Word for word, restate all the records; images are not part of the copy.

=-=-=-=-=

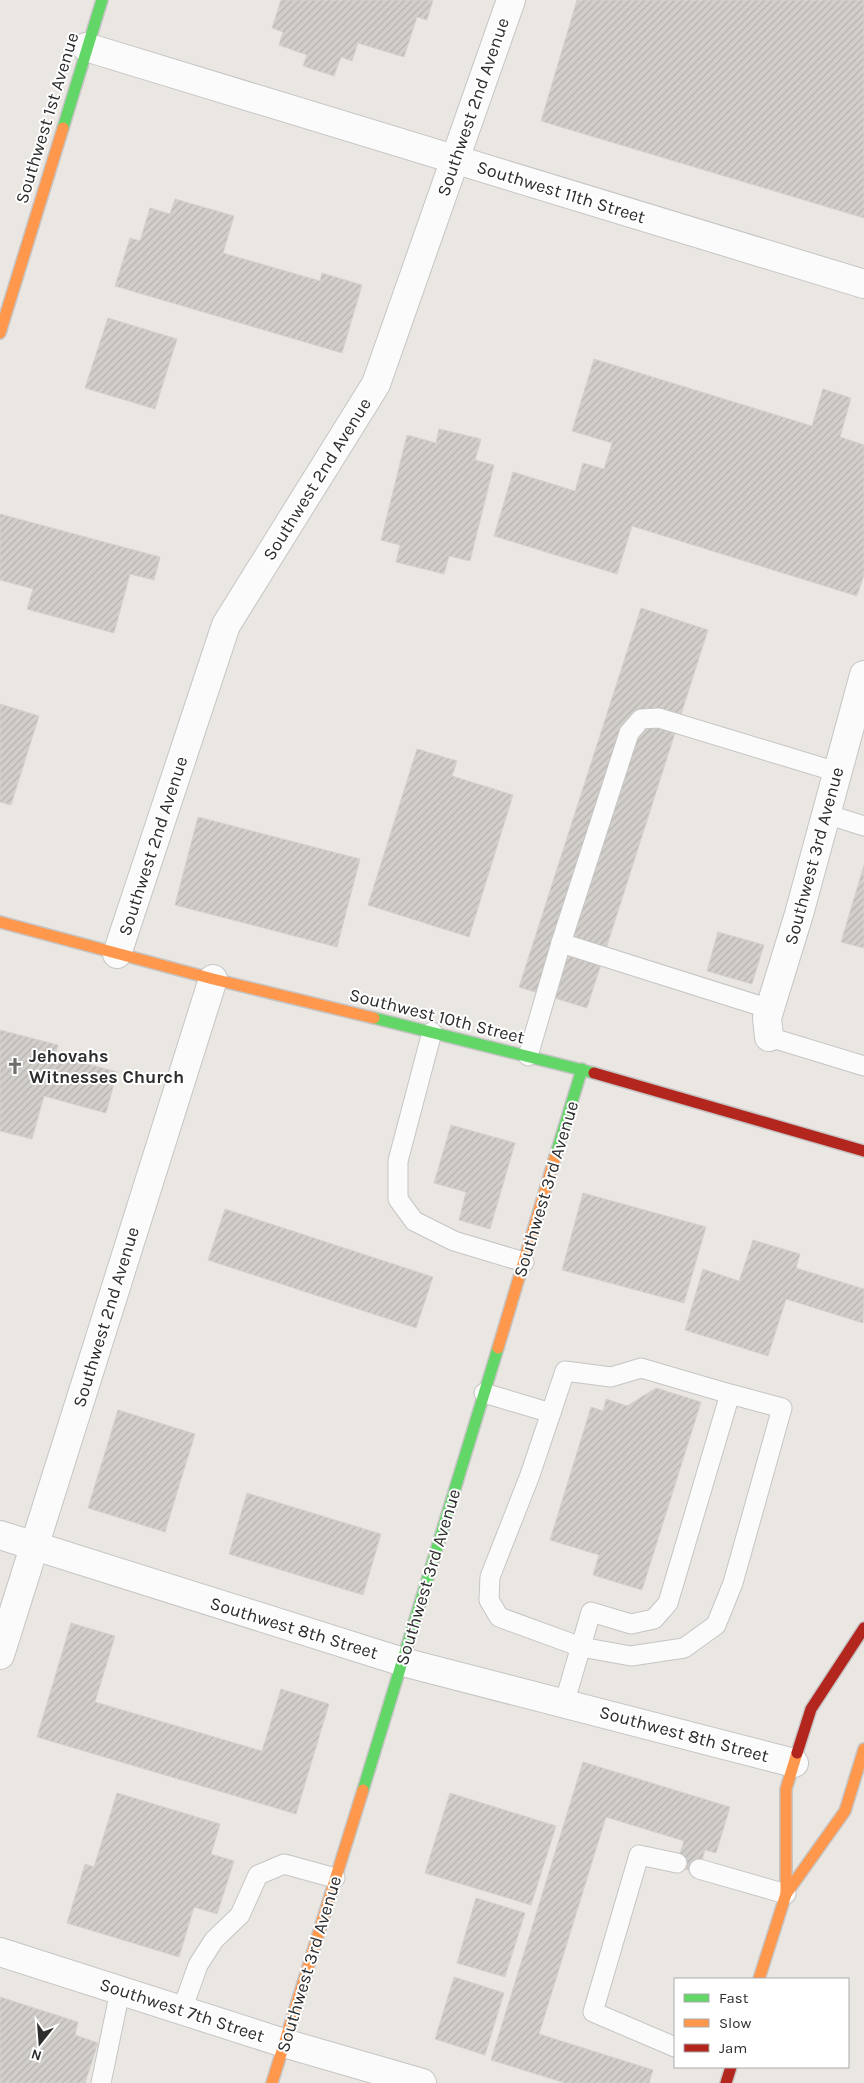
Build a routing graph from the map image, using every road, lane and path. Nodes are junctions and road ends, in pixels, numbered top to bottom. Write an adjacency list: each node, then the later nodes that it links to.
1 (102, 0): 3 (main road, Southwest 1st Avenue)
2 (511, 0): 4 (street, Southwest 2nd Avenue)
3 (86, 47): 4 (street, Southwest 11th Street); 6 (main road, Southwest 1st Avenue)
4 (454, 159): 5 (street, Southwest 11th Street); 13 (street, Southwest 2nd Avenue)
5 (864, 284)
6 (0, 333)
7 (864, 675): 8 (street, Southwest 3rd Avenue)
8 (837, 772): 9 (street, Southwest 3rd Avenue); 12 (lane)
9 (826, 814): 10 (lane); 15 (street, Southwest 3rd Avenue)
10 (864, 826)
11 (0, 922): 13 (main road, Southwest 10th Street)
12 (561, 943): 15 (lane); 18 (lane)
13 (117, 954): 14 (main road, Southwest 10th Street)
14 (213, 979): 16 (main road, Southwest 10th Street); 27 (street, Southwest 2nd Avenue)
15 (770, 1010): 17 (street, Southwest 3rd Avenue)
16 (432, 1032): 18 (main road, Southwest 10th Street); 22 (lane)
17 (769, 1037): 19 (lane)
18 (528, 1056): 20 (main road, Southwest 10th Street)
19 (864, 1066)
20 (582, 1069): 21 (main road, Southwest 10th Street); 22 (main road, Southwest 3rd Avenue)
21 (864, 1150)
22 (524, 1262): 23 (main road, Southwest 3rd Avenue)
23 (484, 1393): 25 (lane); 31 (main road, Southwest 3rd Avenue)
24 (730, 1394): 25 (lane); 29 (lane); 29 (lane)
25 (551, 1413): 29 (lane)
26 (0, 1535): 27 (street, Southwest 8th Street)
27 (34, 1546): 30 (street, Southwest 2nd Avenue); 31 (street, Southwest 8th Street)
28 (864, 1628): 34 (main road)
29 (581, 1647): 32 (lane)
30 (1, 1650)
31 (403, 1662): 32 (street, Southwest 8th Street); 37 (main road, Southwest 3rd Avenue)
32 (564, 1704): 34 (street, Southwest 8th Street)
33 (863, 1757): 38 (main road)
34 (794, 1763): 38 (main road)
35 (677, 1863): 44 (lane)
36 (699, 1869): 38 (lane)
37 (336, 1878): 42 (lane); 43 (main road, Southwest 3rd Avenue)
38 (786, 1894): 40 (main road)
39 (0, 1952): 41 (street, Southwest 7th Street)
40 (759, 1978)
41 (120, 1990): 42 (street, Southwest 7th Street); 45 (lane)
42 (182, 2010): 43 (street, Southwest 7th Street)
43 (284, 2043): 46 (main road, Southwest 3rd Avenue); 47 (street, Southwest 7th Street)
44 (674, 2047)
45 (101, 2083)
46 (272, 2083)
47 (422, 2083)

=-=-=-=-=

*SOLUTION TO THE PROBLEM*:
Build a routing graph from the map image, using every road, lane and path. Nodes are junctions and road ends, in pixels, numbered top to bottom. Write an adjacency list: each node, then the later nodes that it links to.
1 (102, 0): 3 (main road, Southwest 1st Avenue)
2 (511, 0): 4 (street, Southwest 2nd Avenue)
3 (86, 47): 4 (street, Southwest 11th Street); 6 (main road, Southwest 1st Avenue)
4 (454, 159): 5 (street, Southwest 11th Street); 13 (street, Southwest 2nd Avenue)
5 (864, 284)
6 (0, 333)
7 (864, 675): 8 (street, Southwest 3rd Avenue)
8 (837, 772): 9 (street, Southwest 3rd Avenue); 12 (lane)
9 (826, 814): 10 (lane); 15 (street, Southwest 3rd Avenue)
10 (864, 826)
11 (0, 922): 13 (main road, Southwest 10th Street)
12 (561, 943): 15 (lane); 18 (lane)
13 (117, 954): 14 (main road, Southwest 10th Street)
14 (213, 979): 16 (main road, Southwest 10th Street); 27 (street, Southwest 2nd Avenue)
15 (770, 1010): 17 (street, Southwest 3rd Avenue)
16 (432, 1032): 18 (main road, Southwest 10th Street); 22 (lane)
17 (769, 1037): 19 (lane)
18 (528, 1056): 20 (main road, Southwest 10th Street)
19 (864, 1066)
20 (582, 1069): 21 (main road, Southwest 10th Street); 22 (main road, Southwest 3rd Avenue)
21 (864, 1150)
22 (524, 1262): 23 (main road, Southwest 3rd Avenue)
23 (484, 1393): 25 (lane); 31 (main road, Southwest 3rd Avenue)
24 (730, 1394): 25 (lane); 29 (lane); 29 (lane)
25 (551, 1413): 29 (lane)
26 (0, 1535): 27 (street, Southwest 8th Street)
27 (34, 1546): 30 (street, Southwest 2nd Avenue); 31 (street, Southwest 8th Street)
28 (864, 1628): 34 (main road)
29 (581, 1647): 32 (lane)
30 (1, 1650)
31 (403, 1662): 32 (street, Southwest 8th Street); 37 (main road, Southwest 3rd Avenue)
32 (564, 1704): 34 (street, Southwest 8th Street)
33 (863, 1757): 38 (main road)
34 (794, 1763): 38 (main road)
35 (677, 1863): 44 (lane)
36 (699, 1869): 38 (lane)
37 (336, 1878): 42 (lane); 43 (main road, Southwest 3rd Avenue)
38 (786, 1894): 40 (main road)
39 (0, 1952): 41 (street, Southwest 7th Street)
40 (759, 1978)
41 (120, 1990): 42 (street, Southwest 7th Street); 45 (lane)
42 (182, 2010): 43 (street, Southwest 7th Street)
43 (284, 2043): 46 (main road, Southwest 3rd Avenue); 47 (street, Southwest 7th Street)
44 (674, 2047)
45 (101, 2083)
46 (272, 2083)
47 (422, 2083)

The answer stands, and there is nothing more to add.